Critique parue en janvier 2016 dans Bifrost n° 81

Même si l’œuvre de Christian Chavassieux entretient des rapports avec l’Imaginaire depuis longtemps (Le Baiser de la nourrice), il s’était fait remarquer des lecteurs du genre avec le très bon Mausolées (Mnémos), qui oscillait entre atmosphère kafkaïenne et anticipation politique. Le voici de retour avec Les Nefs de Pangée, ambitieux pavé de fantasy.

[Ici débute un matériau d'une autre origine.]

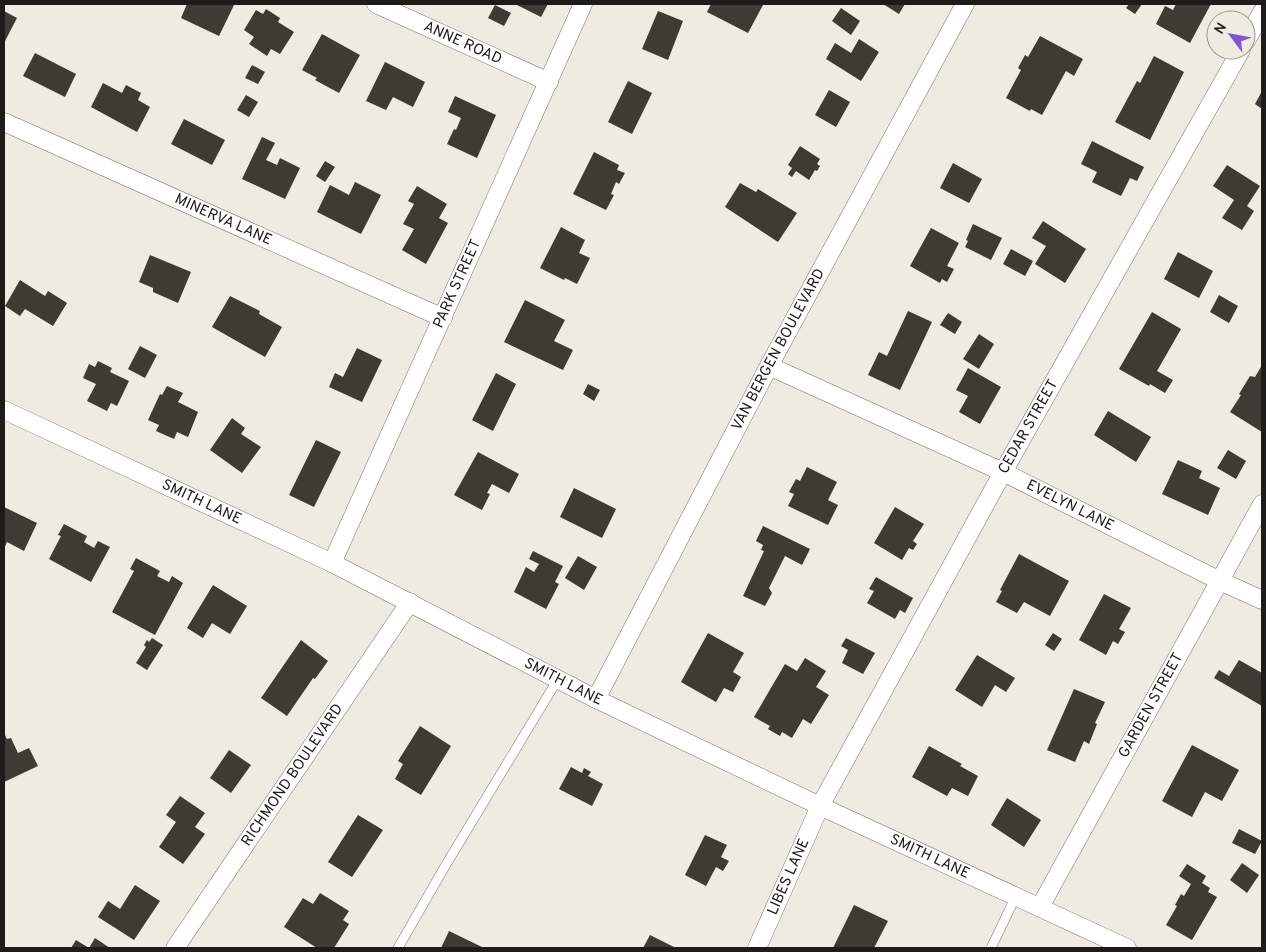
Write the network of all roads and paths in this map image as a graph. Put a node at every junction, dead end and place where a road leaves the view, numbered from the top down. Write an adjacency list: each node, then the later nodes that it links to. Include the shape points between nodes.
1 (376, 4): 5 (street, ANNE ROAD)
2 (583, 4): 5 (street, PARK STREET)
3 (965, 4): 8 (street, VAN BERGEN BOULEVARD)
4 (1235, 60): 10 (street, CEDAR STREET)
5 (549, 82): 7 (street, PARK STREET)
6 (4, 122): 7 (street, MINERVA LANE)
7 (443, 318): 12 (street, PARK STREET)
8 (769, 366): 10 (street, EVELYN LANE); 17 (street, VAN BERGEN BOULEVARD)
9 (4, 410): 12 (street, SMITH LANE)
10 (1003, 472): 13 (street, EVELYN LANE); 18 (street, CEDAR STREET)
11 (1262, 504): 13 (street, GARDEN STREET)
12 (332, 563): 15 (street, SMITH LANE)
13 (1220, 581): 14 (street, EVELYN LANE); 20 (street, GARDEN STREET)
14 (1262, 600)
15 (410, 602): 16 (street, SMITH LANE); 21 (street, RICHMOND BOULEVARD)
16 (558, 679): 17 (street, SMITH LANE); 22 (lane)
17 (596, 699): 18 (street, SMITH LANE)
18 (820, 806): 19 (street, SMITH LANE); 23 (street, LIBES LANE)
19 (1016, 896): 20 (street, SMITH LANE); 24 (lane)
20 (1040, 907): 25 (street, SMITH LANE)
21 (175, 948)
22 (398, 948)
23 (756, 948)
24 (991, 948)
25 (1127, 948)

Le Pangée du titre, c’est bien ce continent unique que nous connaissons, mais peuplé de gheém aux femelles ayant besoin, pour procréer, de plusieurs mâles afin que chacun façonne une facette de la personnalité du futur enfant. Mais surtout, le peuple de Ghiom tente depuis des lustres de vaincre l’Odalim, cette créature mythique qui vit dans le gigantesque océan ceignant Pangée, victoire qui permettrait de garantir la prospérité du continent. Aussi, quand la neuvième chasse revient non seulement bredouille, mais en grande partie anéantie par le monstre marin, le mot d’ordre est donné : la dixième sera la plus grande expédition jamais tentée, avec un nombre énorme de nefs en provenance de toutes les parties de Pangée…

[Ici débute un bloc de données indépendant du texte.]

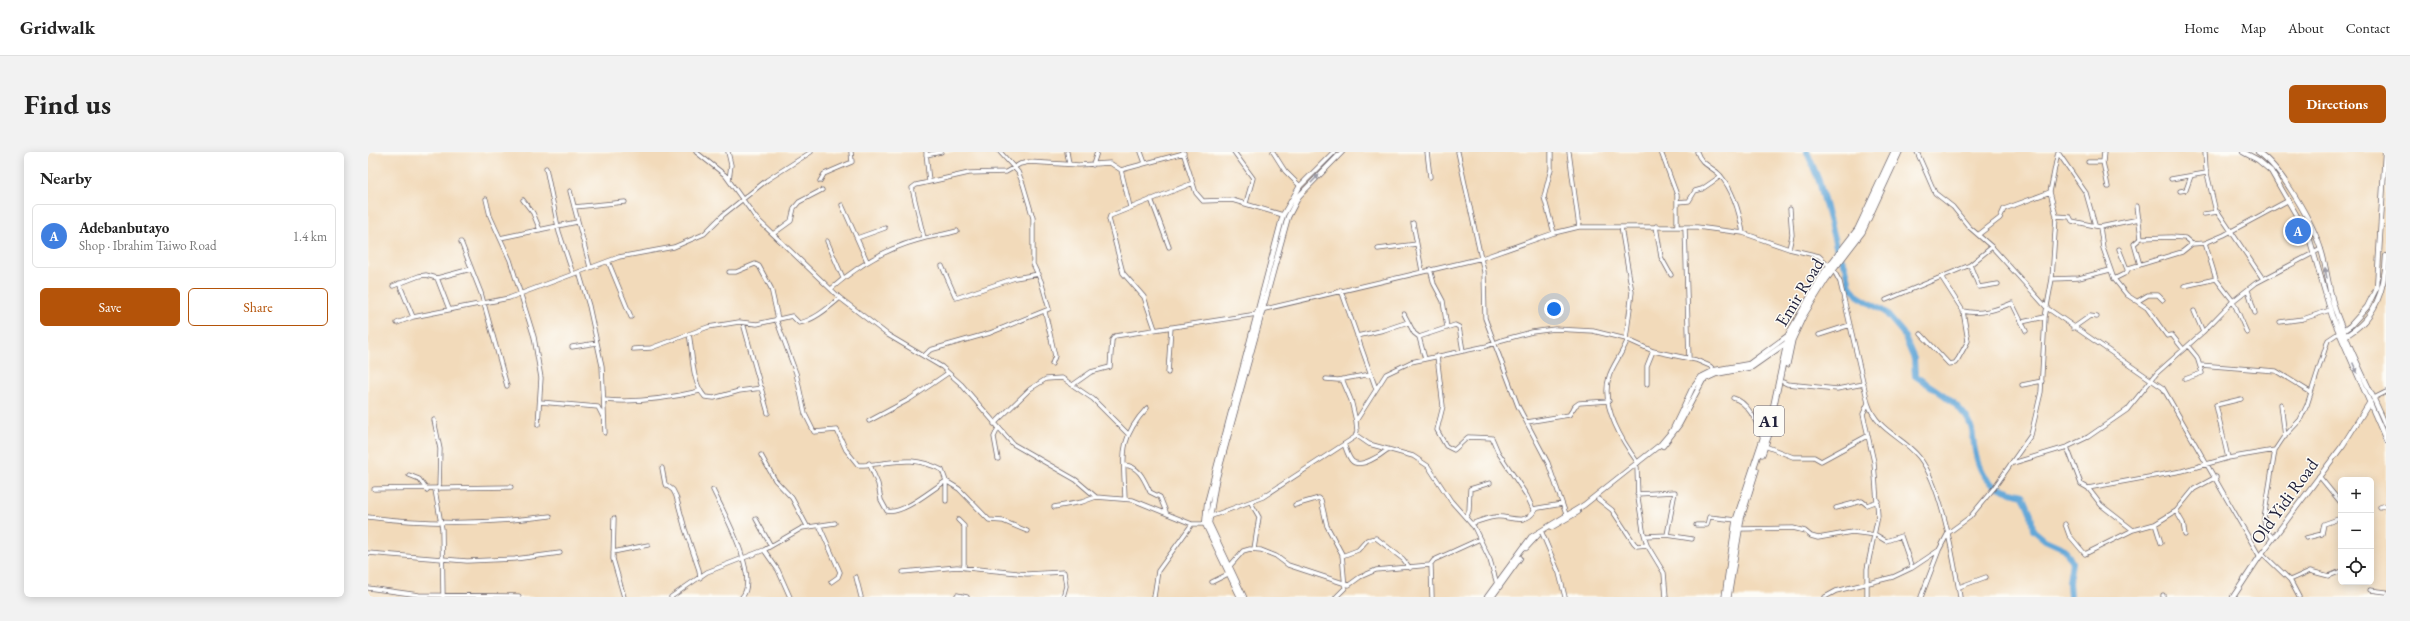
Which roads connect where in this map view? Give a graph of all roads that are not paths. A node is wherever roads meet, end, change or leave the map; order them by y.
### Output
1 (696, 152) edge
2 (728, 152) edge
3 (811, 152) edge
4 (851, 152) edge
5 (941, 152) edge
6 (1000, 152) edge
7 (1067, 152) edge
8 (1097, 152) edge
9 (1141, 152) edge
10 (1184, 152) edge
11 (1234, 152) edge
12 (1273, 152) edge
13 (1334, 152) edge
14 (1342, 152) edge
15 (1427, 152) edge
16 (1458, 152) edge
17 (1551, 152) edge
18 (1569, 152) edge
19 (1661, 152) edge
20 (1697, 152) edge
21 (1894, 152) edge
22 (1898, 152) edge
23 (1917, 152) edge
24 (2104, 152) edge
25 (2205, 152) edge
26 (2243, 152) edge
27 (2258, 152) edge
28 (2385, 152) edge
29 (926, 153) edge
30 (2058, 153) edge
31 (804, 154) edge
32 (2088, 162) dead end
33 (2103, 162) junction
34 (1069, 164) junction
35 (1145, 164) junction
36 (1093, 165) junction
37 (546, 168) dead end
38 (1014, 168) junction
39 (1121, 170) junction
40 (2206, 173) junction
41 (1721, 176) junction
42 (2191, 176) junction
43 (1430, 177) dead end
44 (2171, 178) dead end
45 (729, 180) junction
46 (820, 181) dead end
47 (929, 182) junction
48 (1193, 184) junction
49 (1300, 186) junction
50 (2108, 187) dead end
51 (822, 190) dead end
52 (570, 191) dead end
53 (2180, 191) dead end
54 (2050, 192) junction
55 (486, 199) dead end
56 (1152, 199) junction
57 (523, 200) dead end
58 (742, 200) junction
59 (2289, 200) junction
60 (625, 202) dead end
61 (1677, 202) junction
62 (1246, 203) junction
63 (842, 205) dead end
64 (2137, 206) dead end
65 (574, 207) junction
66 (1130, 207) junction
67 (1790, 209) dead end
68 (2216, 212) junction
69 (2204, 214) dead end
70 (1283, 215) junction
71 (2056, 216) junction
72 (2140, 219) junction
73 (577, 222) junction
74 (1413, 223) dead end
75 (1656, 226) junction
76 (2098, 226) junction
77 (1579, 227) junction
78 (1621, 227) junction
79 (1677, 227) junction
80 (1685, 227) junction
81 (558, 228) junction
82 (885, 228) dead end
83 (540, 230) junction
84 (2384, 230) edge
85 (957, 231) dead end
86 (2230, 232) junction
87 (1554, 233) junction
88 (1744, 233) junction
89 (773, 234) junction
90 (1978, 235) junction
91 (500, 238) junction
92 (857, 238) junction
93 (924, 238) junction
94 (2141, 238) junction
95 (2383, 238) edge
96 (826, 241) dead end
97 (461, 242) dead end
98 (2205, 243) junction
99 (1417, 244) junction
100 (2192, 244) junction
101 (1992, 247) junction
102 (1169, 248) dead end
103 (1378, 249) dead end
104 (1789, 249) junction
105 (2119, 249) dead end
106 (2320, 249) junction
107 (1846, 250) junction
108 (2314, 251) junction
109 (2386, 256) edge
110 (1482, 258) junction
111 (608, 261) junction
112 (867, 261) junction
113 (1970, 265) junction
114 (2140, 265) junction
115 (942, 266) dead end
116 (590, 267) junction
117 (1832, 267) junction
118 (471, 269) junction
119 (1430, 269) junction
120 (2127, 269) junction
121 (2110, 270) junction
122 (1422, 271) junction
123 (579, 272) junction
124 (729, 272) dead end
125 (573, 274) junction
126 (1038, 274) junction
127 (1671, 275) dead end
128 (437, 278) junction
129 (843, 278) junction
130 (1942, 278) junction
131 (2052, 279) junction
132 (2114, 279) junction
133 (2216, 279) junction
134 (2263, 279) junction
135 (400, 283) junction
136 (1998, 284) dead end
137 (393, 286) dead end
138 (2184, 286) dead end
139 (831, 289) junction
140 (1341, 290) junction
141 (2248, 290) junction
142 (521, 294) junction
143 (840, 298) junction
144 (1886, 300) dead end
145 (2163, 300) dead end
146 (2138, 301) junction
147 (2233, 301) junction
148 (483, 304) junction
149 (2367, 307) junction
150 (2046, 308) junction
151 (449, 309) junction
152 (2330, 310) junction
153 (1260, 311) junction
154 (1963, 311) junction
155 (2194, 311) dead end
156 (2372, 311) junction
157 (1045, 312) junction
158 (2255, 313) dead end
159 (1404, 314) dead end
160 (2337, 315) junction
161 (413, 317) junction
162 (631, 317) dead end
163 (2097, 317) dead end
164 (2044, 318) junction
165 (777, 319) junction
166 (397, 322) dead end
167 (1408, 322) junction
168 (2022, 322) junction
169 (2280, 322) dead end
170 (743, 323) junction
171 (2354, 323) junction
172 (1850, 325) junction
173 (1171, 327) junction
174 (1446, 328) junction
175 (2074, 328) junction
176 (1155, 330) junction
177 (2353, 330) junction
178 (2026, 331) dead end
179 (2204, 332) junction
180 (2247, 333) dead end
181 (2343, 333) junction
182 (689, 334) junction
183 (1921, 334) dead end
184 (1819, 335) dead end
185 (1357, 336) junction
186 (1419, 337) junction
187 (1790, 337) junction
188 (1627, 340) junction
189 (1495, 342) junction
190 (597, 343) junction
191 (2351, 345) junction
192 (2188, 346) junction
193 (572, 347) dead end
194 (633, 349) dead end
195 (2183, 349) junction
196 (1463, 351) junction
197 (1653, 351) junction
198 (924, 356) junction
199 (1437, 356) junction
200 (1425, 359) junction
201 (1689, 359) junction
202 (1052, 364) dead end
203 (2200, 364) junction
204 (1716, 372) junction
205 (948, 373) junction
206 (1168, 373) dead end
207 (1370, 374) junction
208 (1326, 379) dead end
209 (1342, 379) junction
210 (2153, 379) junction
211 (2185, 380) dead end
212 (2042, 381) junction
213 (1783, 382) junction
214 (1074, 384) junction
215 (1647, 384) dead end
216 (1864, 384) junction
217 (2022, 385) dead end
218 (507, 386) dead end
219 (762, 388) junction
220 (1376, 389) junction
221 (700, 391) junction
222 (2310, 392) junction
223 (2386, 392) edge
224 (1733, 398) dead end
225 (2374, 398) junction
226 (2241, 399) dead end
227 (605, 400) junction
228 (1609, 401) junction
229 (540, 402) junction
230 (1868, 403) junction
231 (2370, 403) junction
232 (2281, 404) dead end
233 (2376, 404) junction
234 (1148, 408) dead end
235 (2372, 409) junction
236 (768, 413) dead end
237 (434, 420) dead end
238 (604, 420) junction
239 (869, 421) dead end
240 (1356, 421) junction
241 (1527, 422) junction
242 (2359, 422) junction
243 (994, 424) junction
244 (538, 425) dead end
245 (2386, 426) edge
246 (998, 428) junction
247 (605, 433) dead end
248 (1128, 434) junction
249 (1356, 435) junction
250 (1867, 436) junction
251 (2285, 436) junction
252 (1763, 439) junction
253 (2386, 440) edge
254 (1344, 444) junction
255 (1765, 446) junction
256 (2067, 447) junction
257 (1388, 450) junction
258 (2275, 450) junction
259 (762, 455) dead end
260 (1221, 456) junction
261 (2228, 458) junction
262 (998, 459) dead end
263 (869, 463) junction
264 (2013, 463) junction
265 (2209, 464) junction
266 (1124, 465) junction
267 (1638, 465) junction
268 (662, 468) dead end
269 (409, 475) dead end
270 (2319, 476) junction
271 (2216, 477) junction
272 (946, 481) junction
273 (1490, 483) dead end
274 (511, 487) dead end
275 (2088, 488) junction
276 (374, 489) dead end
277 (437, 489) junction
278 (427, 490) junction
279 (713, 490) dead end
280 (1637, 494) junction
281 (1096, 496) junction
282 (1125, 499) junction
283 (1598, 499) junction
284 (2338, 499) edge
285 (946, 501) dead end
286 (1878, 501) junction
287 (1251, 503) junction
288 (1562, 504) junction
289 (1295, 505) dead end
290 (2386, 505) edge
291 (1054, 507) dead end
292 (2380, 507) dead end
293 (1836, 508) dead end
294 (1535, 510) junction
295 (2176, 511) junction
296 (1166, 512) junction
297 (550, 516) dead end
298 (368, 517) edge
299 (614, 518) dead end
300 (1466, 518) junction
301 (1567, 518) junction
302 (756, 519) dead end
303 (2338, 519) edge
304 (958, 520) dead end
305 (1736, 520) junction
306 (1208, 522) junction
307 (835, 523) dead end
308 (441, 524) junction
309 (1192, 524) junction
310 (1471, 524) junction
311 (2065, 524) dead end
312 (2155, 524) junction
313 (1696, 525) dead end
314 (807, 526) junction
315 (820, 527) junction
316 (1738, 529) junction
317 (2133, 530) junction
318 (1027, 531) dead end
319 (1542, 533) junction
320 (1948, 533) junction
321 (2185, 534) dead end
322 (1667, 535) junction
323 (1876, 535) junction
324 (1644, 536) junction
325 (2273, 538) junction
326 (2306, 538) dead end
327 (1480, 539) junction
328 (1692, 539) dead end
329 (2161, 543) dead end
330 (648, 545) dead end
331 (1647, 545) junction
332 (771, 546) junction
333 (1254, 549) junction
334 (764, 550) junction
335 (1939, 550) junction
336 (613, 552) junction
337 (368, 553) edge
338 (560, 553) dead end
339 (2261, 555) junction
340 (1342, 556) junction
341 (441, 558) junction
342 (743, 559) junction
343 (1431, 565) junction
344 (1229, 567) junction
345 (964, 568) junction
346 (1410, 568) junction
347 (1912, 568) junction
348 (903, 572) dead end
349 (2338, 572) edge
350 (1228, 574) junction
351 (856, 577) dead end
352 (1986, 577) dead end
353 (700, 578) junction
354 (2290, 580) junction
355 (831, 582) dead end
356 (1212, 582) dead end
357 (1865, 584) junction
358 (1497, 585) junction
359 (1346, 586) junction
360 (1959, 587) junction
361 (368, 588) edge
362 (2370, 590) dead end
363 (2386, 592) edge
364 (957, 595) dead end
365 (519, 596) edge
366 (443, 597) edge
367 (624, 597) edge
368 (671, 597) edge
369 (742, 597) edge
370 (790, 597) edge
371 (861, 597) edge
372 (967, 597) edge
373 (1063, 597) edge
374 (1154, 597) edge
375 (1240, 597) edge
376 (1244, 597) edge
377 (1336, 597) edge
378 (1432, 597) edge
379 (1487, 597) edge
380 (1492, 597) edge
381 (1565, 597) edge
382 (1666, 597) edge
383 (1725, 597) edge
384 (1728, 597) edge
385 (1825, 597) edge
386 (1866, 597) edge
387 (1921, 597) edge
388 (1960, 597) edge
389 (2234, 597) edge
390 (2299, 597) edge

1 - 45 street
2 - 45 street
3 - 31 street
4 - 46 street
5 - 29 street
6 - 38 street
7 - 34 street
8 - 36 street
9 - 35 street
10 - 35 street
10 - 48 street
11 - 62 street
12 - 49 street
13 - 49 main road
153 -> 14 main road
15 - 43 street
16 - 110 street
17 - 87 street
18 - 77 street
19 - 61 street
20 - 41 street
21 - 107 highway, Emir Road / A1
22 - 107 highway, Emir Road / A1
23 - 90 street
24 - 33 street
25 - 40 street
26 - 59 main road
27 - 106 main road
28 - 84 main road
29 - 47 street
30 - 54 street
30 - 76 street
31 - 58 street
32 - 33 street
33 - 50 street
34 - 36 street
34 - 38 street
35 - 39 street
36 - 39 street
37 - 81 street
38 - 47 street
38 - 126 street
39 - 66 street
40 - 42 street
40 - 68 street
41 - 61 street
41 - 88 street
42 - 44 street
42 - 53 street
45 - 58 street
47 - 93 street
48 - 56 street
48 - 62 street
49 - 70 main road
51 - 89 street
52 - 65 street
54 - 71 street
54 - 90 street
55 - 91 street
56 - 66 street
56 - 102 street
57 - 83 street
58 - 89 street
58 - 111 street
59 - 86 street
59 - 108 main road
60 - 65 street
61 - 79 street
62 - 70 street
63 - 92 street
64 - 72 street
65 - 73 street
66 - 176 street
67 - 104 street
68 - 69 street
68 - 86 street
70 - 153 main road
71 - 76 street
71 - 131 street
72 - 76 street
72 - 94 street
73 - 81 street
73 - 116 street
74 - 99 street
75 - 78 street
75 - 79 street
75 - 127 street
76 - 121 street
77 - 78 street
77 - 87 street
78 - 188 street
79 - 80 street
80 - 88 street
80 - 201 street
81 - 83 street
81 - 125 street
82 - 92 street
83 - 91 street
84 - 95 main road
85 - 93 street
86 - 98 street
86 - 134 street
87 - 110 street
88 - 104 street
89 - 139 street
90 - 101 street
91 - 142 street
92 - 112 street
93 - 112 street
94 - 100 street
94 - 114 street
95 - 149 main road
96 - 129 street
97 - 118 street
98 - 100 street
98 - 133 street
99 - 103 street
99 - 122 street
100 - 114 street
101 - 113 street
101 - 150 street
104 - 117 street
105 - 120 street
106 - 108 street
160 -> 106 main road
107 - 117 highway, Emir Road / A1
108 - 134 street
108 - 152 main road
109 - 156 main road
110 - 119 street
110 - 189 street
111 - 116 street
111 - 162 street
112 - 129 street
113 - 130 street
113 - 136 street
114 - 120 street
115 - 126 street
116 - 123 street
117 - 172 street
117 - 187 highway, Emir Road / A1
118 - 128 street
118 - 148 street
119 - 122 street
119 - 174 street
120 - 132 street
121 - 131 street
121 - 132 street
122 - 140 street
123 - 125 street
123 - 190 street
124 - 165 street
125 - 142 street
126 - 157 street
128 - 135 street
128 - 151 street
129 - 139 street
130 - 144 street
130 - 154 street
131 - 150 street
132 - 146 street
133 - 138 street
133 - 147 street
134 - 141 street
135 - 137 street
135 - 161 street
139 - 143 street
140 - 153 street
140 - 185 street
141 - 147 street
141 - 158 street
142 - 148 street
142 - 229 street
143 - 165 street
143 - 198 street
145 - 146 street
146 - 195 street
147 - 179 street
147 - 180 street
148 - 151 street
148 - 218 street
149 - 156 main road
149 - 171 main road
150 - 164 street
150 - 175 street
151 - 161 street
152 - 169 street
152 - 181 main road
153 - 173 street
153 - 260 main road
153 - 260 main road
154 - 168 street
154 - 183 street
155 - 179 street
156 - 177 main road
157 - 198 street
157 - 202 street
159 - 167 street
160 - 171 main road
160 - 181 main road
161 - 166 street
163 - 175 street
164 - 168 street
164 - 212 street
165 - 170 street
165 - 263 street
167 - 185 street
167 - 186 street
168 - 178 street
170 - 182 street
170 - 219 street
171 - 181 main road
172 - 184 street
172 - 216 street
173 - 176 street
173 - 206 street
174 - 186 street
174 - 196 street
175 - 210 street
176 - 214 street
177 - 181 main road
177 - 191 main road
179 - 192 street
181 - 191 main road
181 - 222 street
181 -> 231 main road
182 - 194 street
182 - 221 street
185 - 207 street
186 - 200 street
187 - 204 main road
187 - 213 highway, Emir Road / A1
187 - 252 highway, Emir Road / A1
188 - 189 street
188 - 197 street
188 - 228 street
189 - 196 street
189 - 241 street
190 - 193 street
190 - 227 street
191 - 225 main road
192 - 195 street
192 - 203 street
195 - 210 street
196 - 199 street
197 - 201 street
197 - 215 street
198 - 205 street
199 - 200 street
199 - 294 street
200 - 220 street
201 - 204 street
203 - 211 street
203 - 222 street
204 - 267 main road
205 - 239 street
205 - 243 street
207 - 209 street
207 - 220 street
208 - 209 street
209 - 240 street
210 - 256 street
210 - 265 street
212 - 217 street
212 - 264 street
213 - 216 street
213 - 255 highway, Emir Road / A1
214 - 243 street
214 - 248 street
216 - 230 street
219 - 221 street
219 - 236 street
220 - 240 street
221 - 227 street
222 - 251 street
223 - 225 street
224 - 252 street
225 - 231 main road, Old Yidi Road
225 - 233 main road
226 - 261 street
227 - 238 street
228 - 241 street
228 - 267 street
229 - 238 street
229 - 244 street
230 - 250 street
230 - 320 street
231 - 235 main road
231 - 242 main road, Old Yidi Road
232 - 251 street
233 - 235 main road, Old Yidi Road
233 - 245 main road
234 - 248 street
235 - 242 main road, Old Yidi Road
235 - 253 main road
237 - 277 street
238 - 247 street
240 - 249 street
241 - 288 street
242 - 270 main road, Old Yidi Road
243 - 246 street
246 - 262 street
246 - 281 street
248 - 266 street
249 - 254 street
249 - 257 street
250 - 255 street
250 - 286 street
251 - 258 street
252 - 305 highway, Emir Road / A1
254 - 257 street
254 - 287 street
255 - 316 highway, Emir Road / A1
256 - 264 street
256 - 275 street
257 - 300 street
258 - 261 street
258 - 325 street
259 - 314 street
260 - 306 main road
261 - 265 street
263 - 272 street
263 - 272 street
264 - 320 street
265 - 271 street
265 - 275 street
266 - 282 street
266 - 296 street
267 - 280 street
267 - 283 main road
267 - 301 main road
268 - 353 street
269 - 278 street
270 - 284 street
270 - 325 main road, Old Yidi Road
271 - 295 street
271 - 339 street
272 - 285 street
272 - 318 street
273 - 300 street
274 - 277 street
275 - 317 street
276 - 278 street
277 - 278 street
277 - 308 street
279 - 342 street
280 - 322 street
280 - 324 street
281 - 282 street
281 - 291 street
282 - 296 street
283 - 301 main road
283 - 331 street
286 - 293 street
286 - 323 street
287 - 306 street
287 - 333 street
288 - 294 street
288 - 301 street
289 - 340 street
290 - 292 street
294 - 310 street
295 - 312 street
295 - 321 street
296 - 309 street
297 - 308 street
298 - 308 street
299 - 336 street
300 - 310 street
301 - 319 main road
301 - 358 main road
302 - 332 street
303 - 326 street
304 - 345 street
305 - 313 street
305 - 383 highway, Emir Road / A1
306 - 309 street
306 - 344 main road
306 - 350 main road
307 - 315 street
308 - 341 street
309 - 374 street
310 - 327 street
311 - 317 street
312 - 317 street
312 - 329 street
314 - 315 street
314 - 332 street
315 - 355 street
316 - 323 street
316 - 384 highway, Emir Road / A1
319 - 380 main road
319 - 381 street
320 - 335 street
320 - 360 street
322 - 324 street
322 - 328 street
323 - 347 street
323 - 357 street
324 - 331 street
325 - 339 main road, Old Yidi Road
327 - 343 street
327 - 358 street
330 - 336 street
331 - 382 street
332 - 334 street
333 - 344 street
333 - 359 street
334 - 342 street
334 - 370 street
335 - 347 street
335 - 387 street
336 - 367 street
337 - 341 street
338 - 341 street
339 - 354 street
339 - 389 main road, Old Yidi Road
340 - 346 street
340 - 359 street
341 - 366 street
342 - 353 street
342 - 369 street
343 - 346 street
343 - 378 street
344 - 376 main road
345 - 348 street
345 - 373 street
346 - 359 street
347 - 357 street
349 - 354 street
350 - 356 street
350 - 375 main road
351 - 371 street
352 - 360 street
353 - 368 street
354 - 390 street
357 - 385 street
357 - 386 street
358 - 379 main road
359 - 377 street
360 - 388 street
361 - 366 street
362 - 363 street
364 - 372 street
365 - 366 street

Ce qui frappe dès les premières pages, c’est la langue de Chavassieux (dont on apprendra sans réelle surprise qu’il est également poète). Précise, puissante, envoûtante, elle sert au mieux le propos de l’auteur. Car tout le livre est centré autour de la légende et de la mythologie : pas simplement leur existence en tant que telle, mais aussi les mécanismes qui vont présider à leur création. Dès lors, le roman dépasse le stade de « simple » roman d’aventure pour acquérir une envergure autrement plus intéressante, sans pour autant jamais renier ce prime aspect : en témoignent quelques scènes dantesques de combat maritime entre créature gigantesque et flotte monumentale. L’auteur déroule ainsi la légende sous nos yeux, mais aussi ceux d’Hammassi, jeune femme chargée d’accompagner la chasse pour en décrire les aspects, historienne à qui il est également demandé d’embellir les faits à destination des générations futures. Un personnage important, certes, mais comme tant d’autres au sein d’une distribution proprement impressionnante – sans que Chavassieux n’en néglige aucun : un tour de force.

Roman héroïque, Les Nefs de Pangée n’oublie pas non plus les intrigues de cour à mesure que les représentants des différentes régions tentent de pousser leur pion sur l’échiquier politique. Certains joueront d’ailleurs leur carte personnelle, pressentant que cette dixième chasse va marquer le monde qu’ils connaissent. Ils n’auront pas tort, car aux deux tiers le roman change radicalement d’orientation, une bascule qui, quand bien même l’auteur a pris soin de semer çà et là les germes de ce qui advient (et trouve un étrange écho dans l’actualité de notre propre année 2015), apparaît un peu trop brutale. Constat assez rare dans le cas d’un livre pesant déjà cinq cents pages bien tassées, mais on aurait aimé que Chavassieux consacre un peu plus de temps à préparer ce dernier tiers.

Roman épique, mais aussi politique, chronique d’un monde en changement, Les Nefs de Pangée confirme de manière éclatante le talent de Christian Chavassieux.